Numerous risks of misuse of new technologies

At the same time, there is fear of the consequences of the research. "Obvious concerns – similar to the debate surrounding cloning – include designer humans, synthetic humans, and organs as 'spare parts stores,' the commercialization or patenting of the genome, and possible military applications," summarizes medical ethicist Eva Winkler.

Nils Hoppe, Professor of Ethics and Law in Life Sciences at the University of Hanover, also points to the "numerous risks of misuse" of the new technologies being developed. "This could lead to the creation of novel biological warfare agents or attempts to produce certain physical characteristics 'to order.' That would run counter to fundamental social principles."

However, the perception of ethical boundaries—what "one may and may not do"—often differs in laboratories than in the general public. This is also demonstrated by the debate surrounding so-called gain-of-function research on pathogens in connection with the question of whether or not the coronavirus SARS-CoV-2 originated in a Chinese laboratory. Another example: In 2019, Chinese researchers were sentenced to prison terms for using the "gene scissors" CRISPR-CAS to modify the genome during artificial insemination. The method was first used on human embryos, which were ultimately born.

An artificial human is supposedly not to be created

The taboo-breaking aspect of this approach was that the researchers were interfering with the germ line (egg cells, sperm). This means that the genetically modified twins Lulu and Nana, who were born, will pass the changes on to their offspring. Although the researchers had "well-intentioned" (they wanted to protect the children from infection by their HIV-infected father), such genetic interventions can have unforeseen consequences. Critics said the technology was still too uncertain to be used irreversibly.

There are calls for global regulation of such research. Declarations of intent to respect ethical boundaries are not enough, especially since the potential creation of artificial DNA opens up truly fantastic prospects. "From a scientific perspective, this is a highly exciting and timely project," says Malte Spielmann, a specialist in human genetics. He emphasizes that this is basic research. "The stated goal is not to create an artificial human."

Spielmann finds it exciting that this project opens up new possibilities for "analyzing and understanding the functioning of our genetic information." It is a "well-conceived project, both in terms of content and ethics," that will enable groundbreaking scientific discoveries while simultaneously being "supported in a socially responsible manner." For example, the University of Kent is running a special social science program within the project. "In this combination, it is a very welcome and important step for future genome research," says Spielmann.

What becomes of the biological legacy of one’s own DNA?

Other researchers emphasize the need for regulation more strongly. "Here, it seems important that risks are not only managed technically, but also socially accountable," says medical ethicist Eva Winkler. "This includes transparent procedures from the outset, social participation, the need for ethical reflection, clear boundaries for possible applications, openness to normative dissent, and ultimately, democratically legitimized and ethically justified responsibility toward new forms of biological design."

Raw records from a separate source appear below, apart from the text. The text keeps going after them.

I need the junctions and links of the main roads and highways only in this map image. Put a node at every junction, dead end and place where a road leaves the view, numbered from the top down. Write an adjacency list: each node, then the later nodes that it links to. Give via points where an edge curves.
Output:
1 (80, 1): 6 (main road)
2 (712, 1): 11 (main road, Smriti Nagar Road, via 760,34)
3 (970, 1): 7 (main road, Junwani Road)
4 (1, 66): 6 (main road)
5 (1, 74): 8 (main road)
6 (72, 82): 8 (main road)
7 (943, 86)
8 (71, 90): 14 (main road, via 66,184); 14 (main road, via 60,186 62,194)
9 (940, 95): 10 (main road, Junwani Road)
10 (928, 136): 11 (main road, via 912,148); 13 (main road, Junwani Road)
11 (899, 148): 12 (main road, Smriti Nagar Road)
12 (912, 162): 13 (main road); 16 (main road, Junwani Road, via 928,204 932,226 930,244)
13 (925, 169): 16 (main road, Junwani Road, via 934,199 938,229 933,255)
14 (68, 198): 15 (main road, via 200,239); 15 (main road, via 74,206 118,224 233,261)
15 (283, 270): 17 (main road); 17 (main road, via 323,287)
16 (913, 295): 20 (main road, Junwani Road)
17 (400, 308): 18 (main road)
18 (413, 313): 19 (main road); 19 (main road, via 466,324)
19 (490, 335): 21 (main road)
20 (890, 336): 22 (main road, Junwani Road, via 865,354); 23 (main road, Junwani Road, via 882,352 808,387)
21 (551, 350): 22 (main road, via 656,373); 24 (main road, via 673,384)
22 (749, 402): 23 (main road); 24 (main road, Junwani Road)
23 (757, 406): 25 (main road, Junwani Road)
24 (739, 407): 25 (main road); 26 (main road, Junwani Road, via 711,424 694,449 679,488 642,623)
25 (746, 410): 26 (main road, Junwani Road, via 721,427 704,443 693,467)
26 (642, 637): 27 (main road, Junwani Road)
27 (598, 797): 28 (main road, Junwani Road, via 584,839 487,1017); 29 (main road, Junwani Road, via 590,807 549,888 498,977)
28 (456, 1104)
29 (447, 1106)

The creation of a human genome in the lab—albeit still a distant prospect—would raise fundamental ethical questions, says Eva Winkler. "Until now, the rule was: Your DNA is your biological heritage. But synthetic DNA is generated in the lab—that is, designed, not inherited. Are companies allowed to patent synthetically created sequences, even if they resemble natural ones?" Completely artificially created babies would have no biological parents. "This changes our understanding of biological kinship, parenthood, and reproduction."

And what if we were to create artificial twins of ourselves – as potential spare parts stores? Would they have the same rights as biologically created individuals? These are just a few questions from a barely imaginable, but entirely possible, future.